Read Camilla T. Crespi - The Breakfast Club Murder Online

Authors: Camilla T. Crespi

Tags: #Mystery: Cozy - Humor - Food - Connecticut

Camilla T. Crespi - The Breakfast Club Murder (31 page)

“Sure. Whatever you want to know, I hope I can be of help. You’ll spend the night. Even better, why not stay a few days? I’ve got plenty of room, and I could use the company. The girls are always off at the beach being girls and the few times they’re around, their conversation isn’t exactly stimulating.”

He sounded so nice, so welcoming. The worry knot eased. “I really appreciate that. Thanks.” She hadn’t thought about the drive back at night. “Expect me around six, traffic permitting. I’ll call from the road when I’m close. I’ll get directions from Margot.”

“Bring her along.”

“Warren . . .”

“I know you don’t want to get involved, but try. Please. I’d appreciate it.”

Here was another person yearning, Lori thought after disconnecting. Everyone she knew was hungering for something or someone, herself included. Beth and Callie for their lost husbands, Alec for his lost partner Chris, Ellie for a new love, Jess for her first boyfriend, Janet for reassurance, Seth for his money, Mrs. Ashe for a new home. Rob must want money to pay his debts, and his new wife back. Jonathan? Lori remembered the moment of regret on his face during their dinner together. She suspected he too was aching for something. More money, more girlfriends? Fame? Or was she being unfair? Maybe all he ached for was the loving father he never had. He hadn’t called back. Lori wondered if Mrs. Ashe had given him the message. She needed to talk to him before more time elapsed.

“Jonathan? Hi, it’s Lori. Is this a bad time?”

“I’ll always have time for you. I’m sorry I didn’t return your call, but I’ve been bogged down with my mother and that apartment she insists on buying against my better judgment. She’s accusing me of being cruel, so I’m giving in. It is her money. Look, I’m glad you called. About this weekend—”

“That’s why I’m calling. Look, I’m not up to going. I’m sorry. I really am. I was hoping to tell you in person, but I have to drive to Cape Cod this afternoon to see Jess and I’m staying the night.” The words were coming out so quickly, Lori felt she was blabbering. “It has nothing to do with you. I had a wonderful time Sunday night. Really. I mean if Jess hadn’t called we would—” She stopped, not knowing what to say next.

“But your daughter did call and we didn’t and now you’ve changed your mind.” His voice was neutral, and Lori couldn’t tell whether he was angry or didn’t care.

“You’re a very attractive man, Jonathan. It’s just that I’m not ready.” She was grateful to him for reawakening her sexual desire and for wanting her, but after meeting Alec, she knew she would never fall in love with Jonathan. Making love to him would have been only a trifling thing that would leave her with a hole in her heart waiting to be filled. She understood Beth now. “Please forgive me.”

Jonathan laughed. “Nothing to forgive. I was about to cancel on you.”
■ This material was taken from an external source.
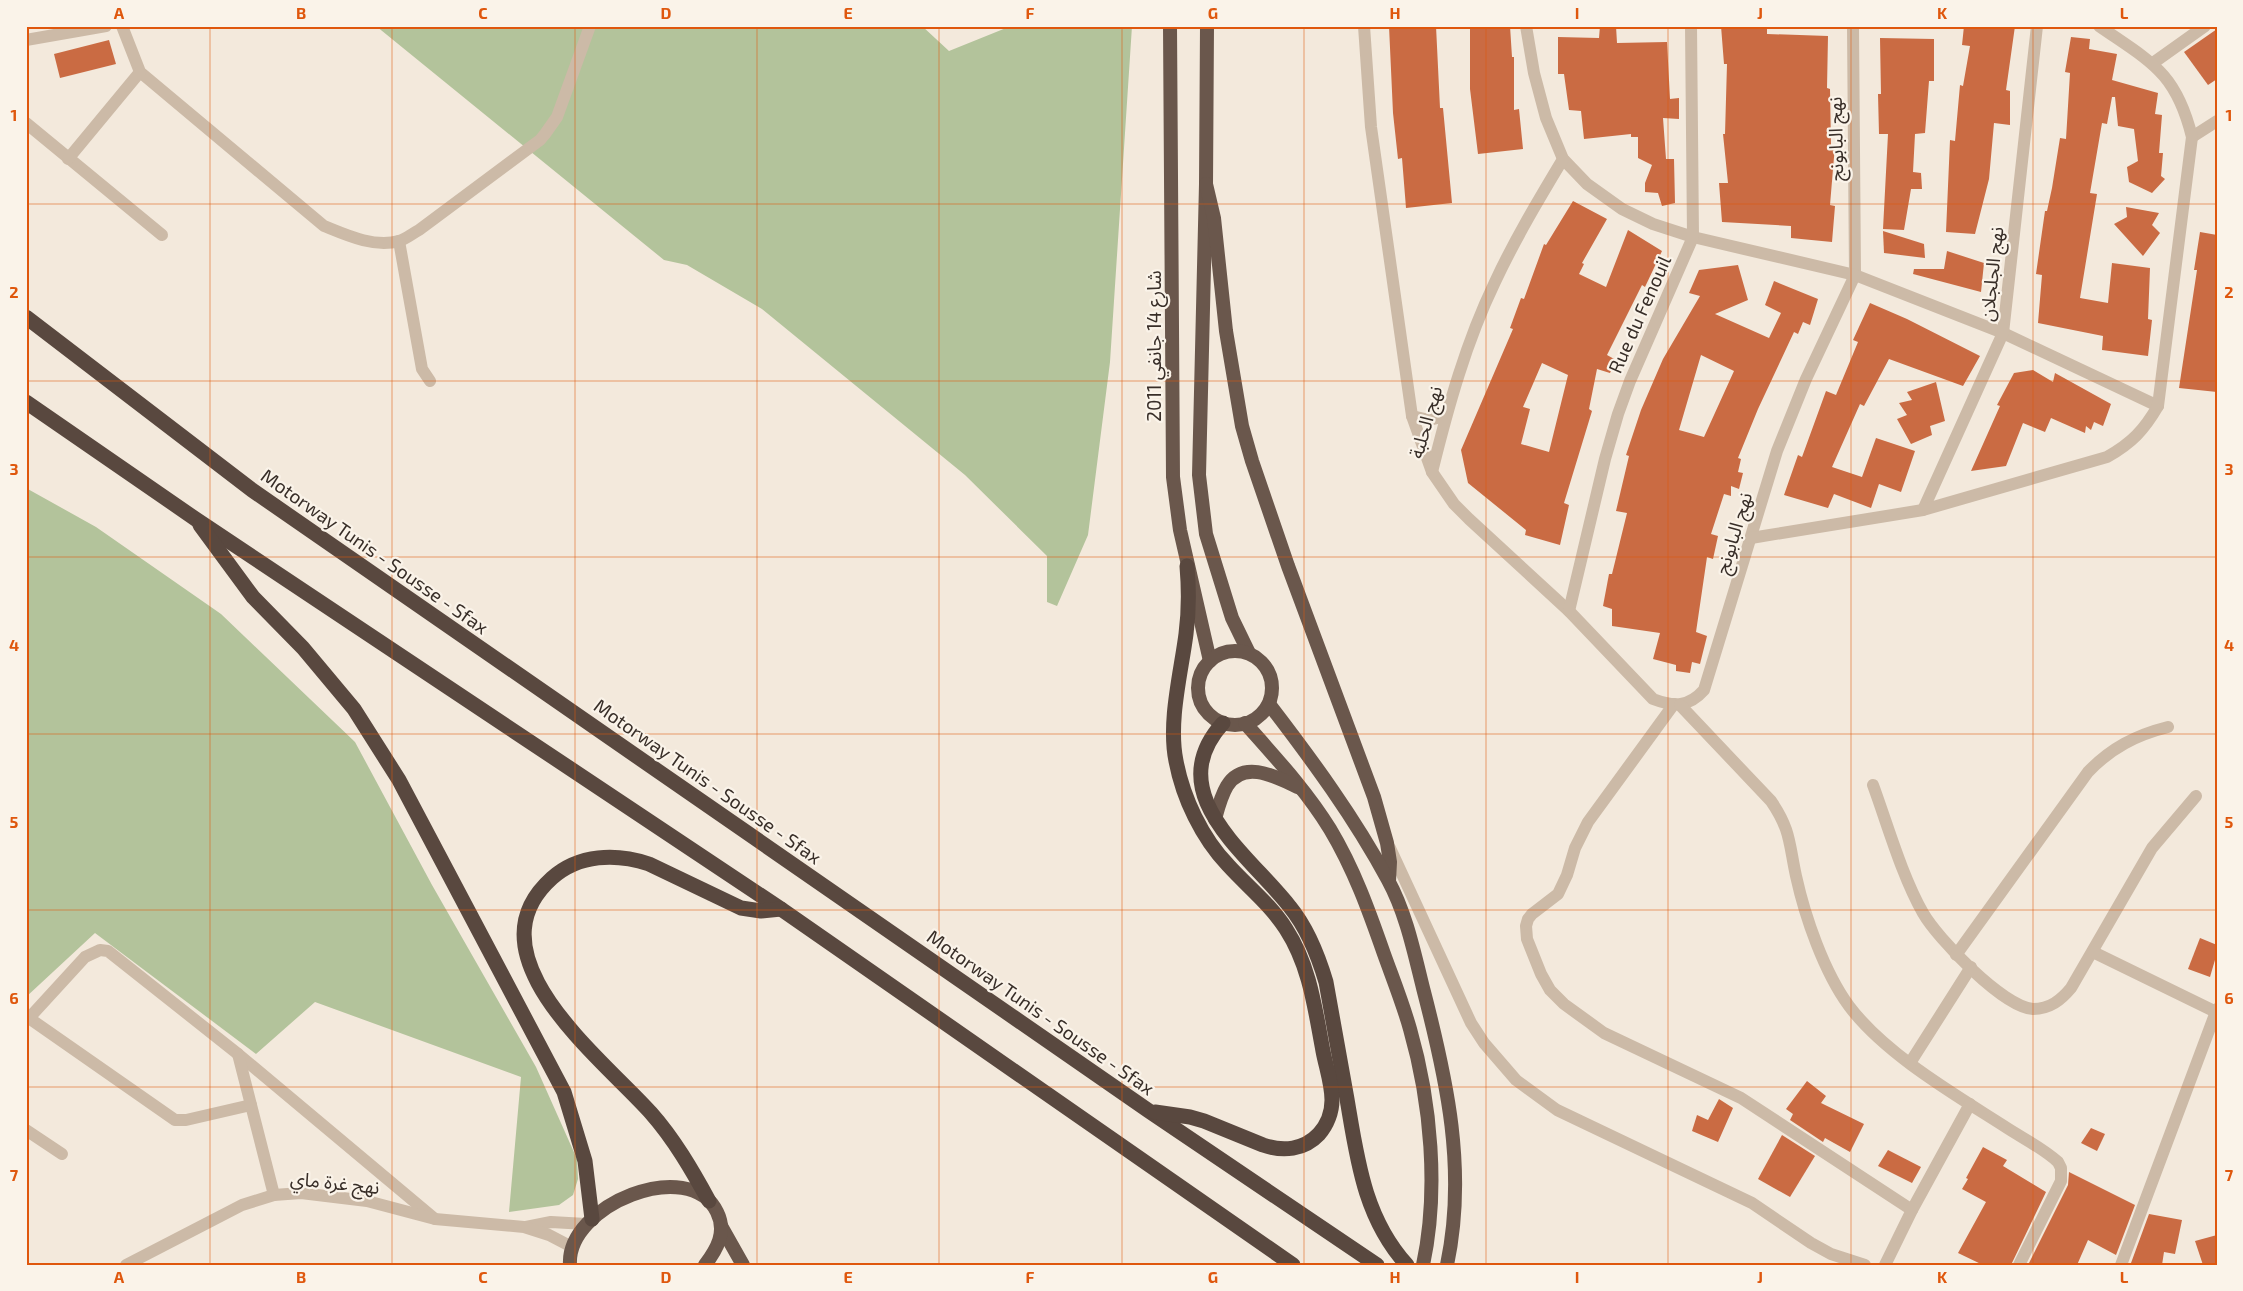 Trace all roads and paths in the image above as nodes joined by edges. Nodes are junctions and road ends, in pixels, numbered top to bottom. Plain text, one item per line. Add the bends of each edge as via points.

“Oh. How come?” she asked in a small voice.

“I have to close a deal on Saturday.”

The Saturday of the Fourth of July weekend? Did he really expect her to believe him? “Then it’s all right,” she said. “No harm done on either side.” Well, she did feel a little insulted, but it proved her point, didn’t it? Jonathan was not the dependable type. She thought this over for a second and burst out laughing. “I’m sorry, I’m laughing at myself. It’s all right for me to cancel, but I don’t like it one bit when you do.”

“Does that mean there’s a chance for a rain check?” He had moved his phone closer to his lips. His voice was low, seductive again.

Lori suppressed a giggle. He was really a silly, vain charmer. “A platonic rain check would be great.”

“Sorry, but you’re much too attractive for that.”

“So are you.”

“Okay, then. I’ll call you in a month or so. Sound good?”

“That sounds fine.” And then she remembered what Ruth had told her. “Jonathan,” she tried to keep her voice light. “There’s something I want to ask you.”

There was silence at the other end of the line.

“You knew Valerie, didn’t you?”

“Valerie?”

“Yes, Rob’s wife,” Lori said. “Last week, when I wanted to know more about Valerie, Beth mentioned that you might help as you two traveled in the same circles. Did you know her?”

“When I drove you to Rob’s apartment,” Jonathan said, “I told you I’d never met her, didn’t I?”

“I don’t remember that,” Lori lied. She’d never get the truth out of Jonathan if she put him on the spot.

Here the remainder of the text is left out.